Top of Data supplied

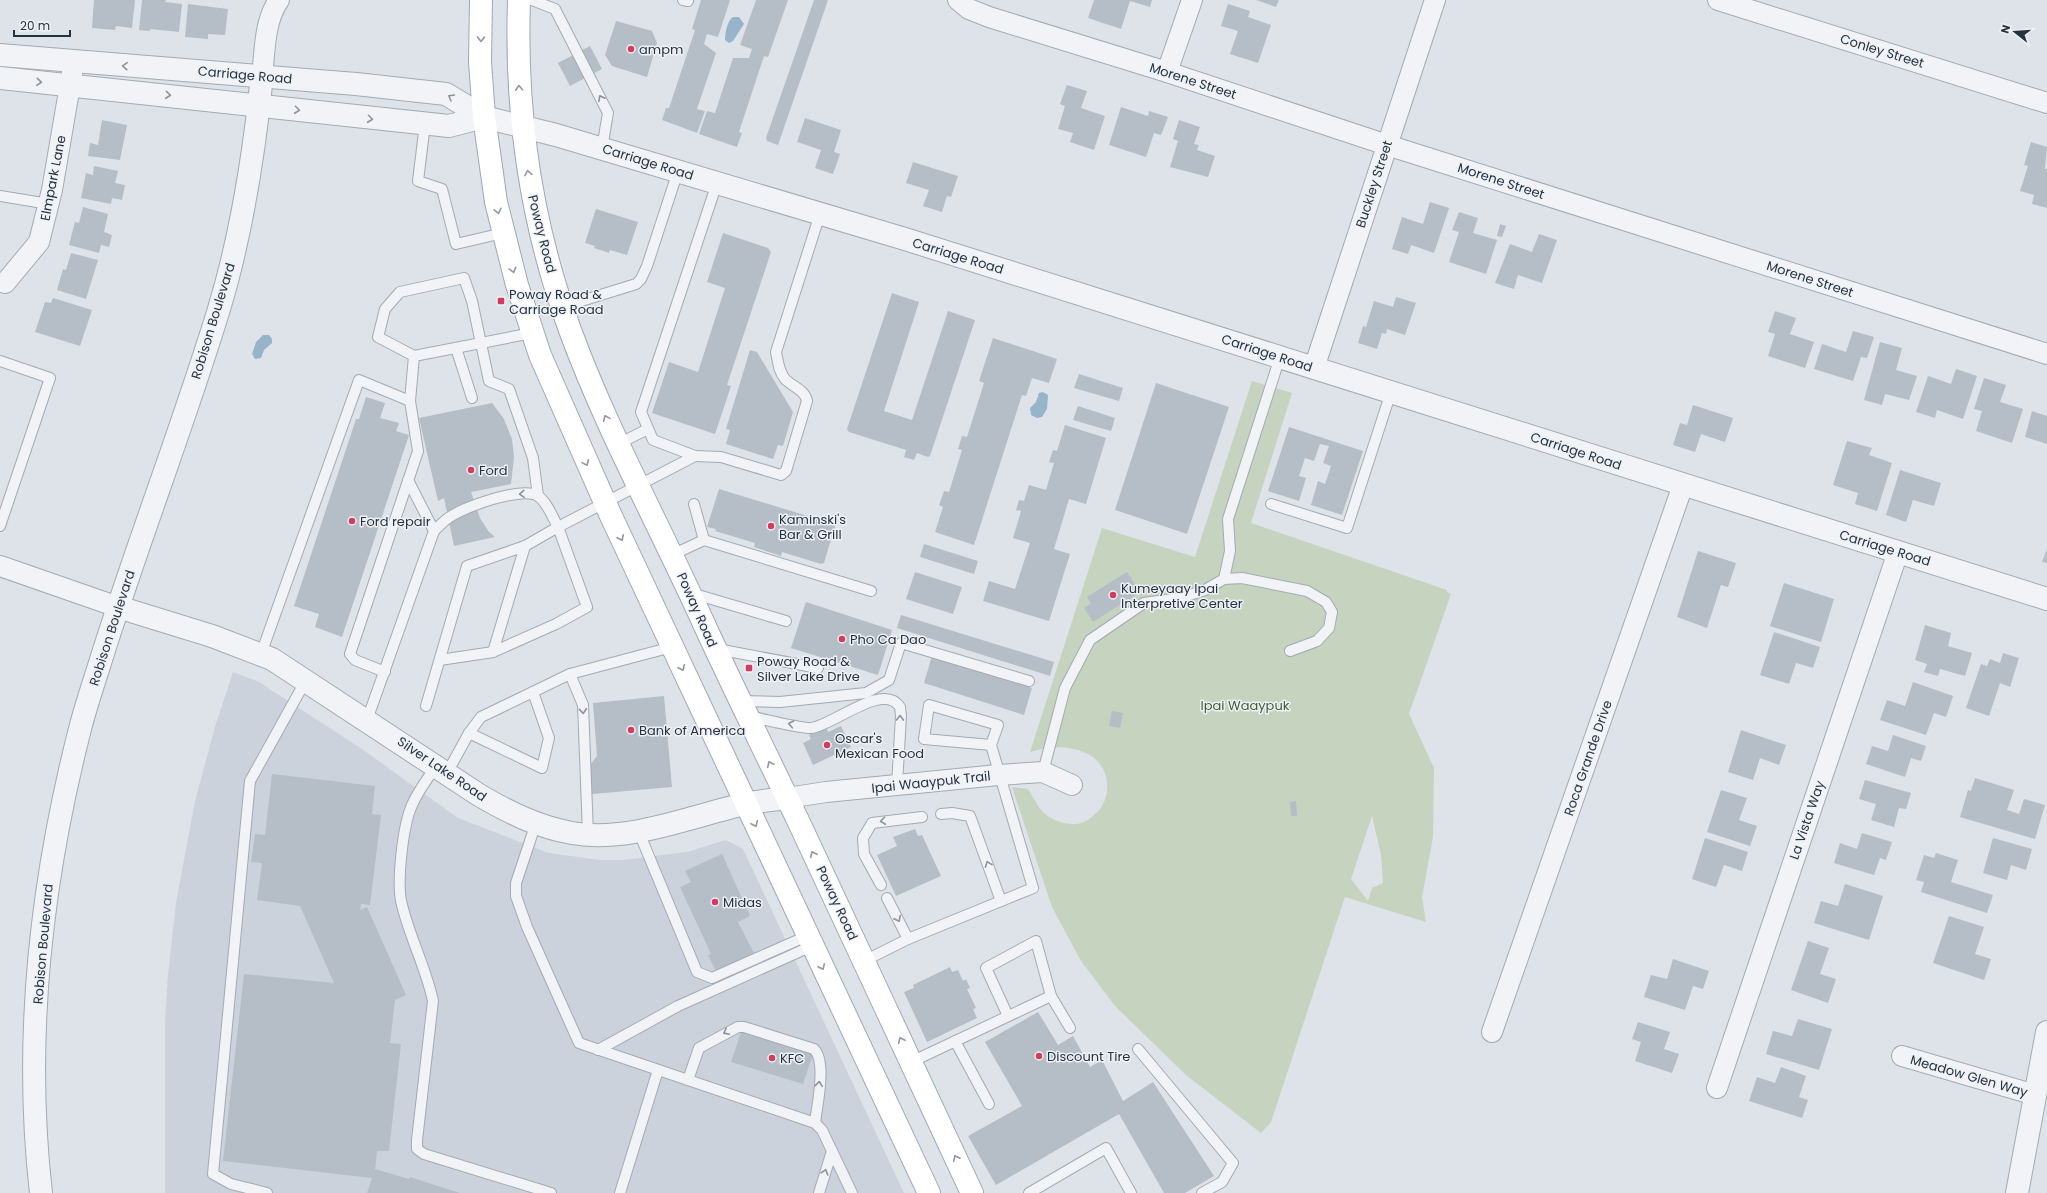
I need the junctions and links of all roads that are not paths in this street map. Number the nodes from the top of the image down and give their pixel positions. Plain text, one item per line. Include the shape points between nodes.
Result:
1 (279, 0) edge
2 (481, 0) edge
3 (519, 0) edge
4 (532, 0) edge
5 (958, 0) edge
6 (1192, 0) edge
7 (1436, 0) edge
8 (1718, 0) edge
9 (0, 55) edge
10 (74, 62) junction
11 (1167, 72) junction
12 (262, 76) junction
13 (0, 78) edge
14 (70, 85) junction
15 (2047, 103) edge
16 (259, 105) junction
17 (484, 117) junction
18 (425, 124) junction
19 (522, 126) junction
20 (1387, 145) junction
21 (602, 148) junction
22 (678, 171) junction
23 (717, 183) junction
24 (0, 196) edge
25 (49, 204) junction
26 (820, 214) junction
27 (503, 233) junction
28 (5, 283) dead end
29 (562, 307) junction
30 (532, 333) junction
31 (481, 342) junction
32 (456, 348) junction
33 (2047, 354) edge
34 (414, 356) junction
35 (1280, 357) junction
36 (0, 361) edge
37 (1314, 368) junction
38 (1391, 392) junction
39 (472, 398) dead end
40 (410, 401) junction
41 (648, 429) junction
42 (618, 444) junction
43 (695, 456) junction
44 (408, 480) junction
45 (638, 485) junction
46 (1683, 485) junction
47 (538, 496) junction
48 (604, 502) junction
49 (694, 504) dead end
50 (1271, 504) dead end
51 (0, 526) edge
52 (558, 527) junction
53 (434, 531) junction
54 (704, 540) junction
55 (525, 546) junction
56 (1898, 552) junction
57 (672, 555) junction
58 (0, 566) edge
59 (1224, 579) junction
60 (871, 591) dead end
61 (690, 593) junction
62 (2047, 599) edge
63 (118, 607) junction
64 (786, 621) dead end
65 (672, 647) junction
66 (715, 648) junction
67 (1290, 650) dead end
68 (493, 652) junction
69 (261, 654) junction
70 (440, 660) junction
71 (818, 668) dead end
72 (385, 672) junction
73 (570, 674) junction
74 (306, 680) junction
75 (1029, 681) dead end
76 (533, 692) junction
77 (426, 706) dead end
78 (742, 708) junction
79 (367, 720) junction
80 (469, 733) junction
81 (991, 744) junction
82 (442, 770) junction
83 (1044, 772) junction
84 (998, 775) junction
85 (896, 785) junction
86 (1072, 785) dead end
87 (787, 798) junction
88 (745, 804) junction
89 (941, 814) dead end
90 (922, 816) dead end
91 (536, 823) junction
92 (638, 830) junction
93 (588, 834) junction
94 (880, 885) dead end
95 (887, 898) dead end
96 (1001, 901) junction
97 (908, 940) junction
98 (810, 941) junction
99 (864, 961) junction
100 (1051, 996) junction
101 (1008, 1016) junction
102 (1070, 1028) dead end
103 (1492, 1032) dead end
104 (2047, 1032) edge
105 (955, 1041) junction
106 (1138, 1049) dead end
107 (598, 1050) junction
108 (1902, 1056) dead end
109 (911, 1062) junction
110 (658, 1070) junction
111 (688, 1080) junction
112 (1717, 1088) dead end
113 (2035, 1095) junction
114 (989, 1104) dead end
115 (815, 1123) junction
116 (832, 1150) junction
117 (41, 1193) edge
118 (267, 1193) edge
119 (551, 1193) edge
120 (620, 1193) edge
121 (819, 1193) edge
122 (852, 1193) edge
123 (929, 1193) edge
124 (972, 1193) edge
125 (1030, 1193) edge
126 (1131, 1193) edge
127 (1202, 1193) edge
128 (2017, 1193) edge

1 - 12 street via 268,26
2 -> 17 main road via 480,62
19 -> 3 main road, Poway Road via 518,65
21 -> 4 lane via 608,113 555,8
5 - 11 street, Morene Street via 969,9 989,17
6 - 11 street
7 - 20 street, Buckley Street
8 - 15 street, Conley Street
9 - 10 street, Carriage Road
12 -> 10 street, Carriage Road
10 - 14 street, Elmpark Lane
11 - 20 street, Morene Street
12 - 16 street, Robison Boulevard
17 -> 12 street, Carriage Road via 446,94
13 -> 14 street, Carriage Road
14 -> 16 street, Carriage Road
14 - 25 street, Elmpark Lane
16 -> 18 street, Carriage Road
16 - 63 street, Robison Boulevard via 252,165 220,307
17 - 18 street, Carriage Road via 449,126
17 - 19 street, Carriage Road
17 -> 27 main road
18 - 27 lane via 418,181 442,189 456,244
19 - 21 street, Carriage Road
29 -> 19 main road, Poway Road via 532,194
20 - 33 street, Morene Street
20 - 37 street, Buckley Street
21 - 22 street, Carriage Road
22 - 23 street, Carriage Road
22 - 29 lane via 641,279 636,284
23 - 26 street, Carriage Road
23 - 41 lane via 642,408 642,416
24 - 25 lane
25 - 28 street, Elmpark Lane via 39,242
26 - 35 street, Carriage Road
26 - 43 lane via 776,352 782,374 806,396 807,401 786,471 781,475 721,457
27 -> 30 main road
42 -> 29 main road, Poway Road
30 - 31 lane
30 -> 48 main road via 551,383
31 - 32 lane
31 - 34 lane via 464,278 400,292 385,309 378,337
31 - 47 lane via 489,382 509,388 534,458
32 - 34 lane
32 - 39 lane
34 - 40 lane
35 - 37 street, Carriage Road
35 - 59 lane via 1228,519 1230,551
36 - 51 lane via 50,378
37 - 38 street, Carriage Road
38 - 46 street, Carriage Road
38 - 50 lane via 1347,528
40 - 44 lane via 418,451
40 - 69 lane via 359,380
41 - 42 lane
41 - 43 lane via 653,440
42 - 45 main road, Poway Road
43 - 45 lane
44 - 53 lane
44 - 72 lane via 350,654 355,660
45 - 48 lane
45 - 57 main road, Poway Road
46 - 56 street, Carriage Road
46 - 103 street, Roca Grande Drive
47 - 52 lane via 552,514
47 -> 53 lane via 524,493 475,505 448,518
48 - 52 lane
48 -> 65 main road
49 - 54 lane
52 - 55 lane
52 - 68 lane via 587,607
53 - 72 lane
54 - 57 lane
54 - 60 lane
55 - 68 lane
55 - 70 lane via 467,566
56 - 62 street, Carriage Road
56 - 112 street, La Vista Way
57 - 61 main road, Poway Road
58 - 63 street
59 - 67 lane via 1242,578 1307,591 1326,602 1332,612 1329,628 1317,641
59 - 83 lane via 1205,590 1180,598 1144,603 1090,640 1065,688
61 - 64 lane
61 - 66 main road, Poway Road
63 - 69 street, Silver Lake Road
63 - 117 street, Robison Boulevard via 81,724 51,862 38,975 34,1076 36,1146
65 - 73 lane
65 -> 88 main road
66 - 71 lane
66 - 78 main road, Poway Road
68 - 70 lane
69 - 74 street, Silver Lake Road
70 - 77 lane
72 - 79 lane
73 - 76 lane
73 -> 93 lane via 583,705
74 - 79 street, Silver Lake Road
74 - 118 lane via 250,781 213,1174 231,1184
75 - 78 lane via 901,643 889,680 866,693
76 - 80 lane via 481,717
76 - 80 lane via 549,738 542,768
85 -> 78 lane via 901,716 900,707 895,702 886,699 874,701 810,728
87 -> 78 main road, Poway Road
79 - 82 street, Silver Lake Road
80 - 82 lane
81 - 81 lane via 924,739 929,705 998,725
81 - 84 lane
82 - 91 street, Silver Lake Road via 497,806
82 - 119 lane via 412,805 400,871 399,889 402,905 430,985 433,1001 417,1149 424,1154
83 - 84 street, Ipai Waaypuk Trail
83 - 86 street, Ipai Waaypuk Trail
84 - 85 street, Ipai Waaypuk Trail
84 - 96 lane via 1033,888
85 - 87 street, Ipai Waaypuk Trail
87 - 88 street, Silver Lake Road
99 -> 87 main road, Poway Road
88 - 92 street, Silver Lake Road via 678,823
88 -> 98 main road
96 -> 89 lane via 970,816
90 -> 94 lane via 872,823 863,838 864,854
91 - 93 street, Silver Lake Road via 572,833
91 - 107 lane via 516,883 516,896 521,913 579,1043
92 - 93 street, Silver Lake Road
92 - 98 lane via 697,972 712,978
95 -> 97 lane
96 - 97 lane
97 - 99 lane
98 - 107 lane via 678,1006
98 -> 123 main road
109 -> 99 main road, Poway Road
100 - 101 lane
100 - 101 lane via 1036,941 986,968
100 - 102 lane
101 - 105 lane
104 - 113 street
105 - 109 lane
105 - 114 lane
106 - 127 lane via 1233,1163 1222,1182
107 - 110 lane
108 - 113 street, Meadow Glen Way
124 -> 109 main road, Poway Road
110 - 111 lane
110 - 120 lane
111 - 115 lane
115 -> 111 lane via 821,1065 820,1057 814,1049 738,1027 699,1048
113 - 128 street
115 - 116 lane via 822,1130
121 -> 116 lane
116 - 122 lane
125 - 126 lane via 1106,1148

Bottom of Data supplied

Exercise prompt: Every line above in which the word "Trail" occurs needs to be copied.

Finished exercise:
83 - 84 street, Ipai Waaypuk Trail
83 - 86 street, Ipai Waaypuk Trail
84 - 85 street, Ipai Waaypuk Trail
85 - 87 street, Ipai Waaypuk Trail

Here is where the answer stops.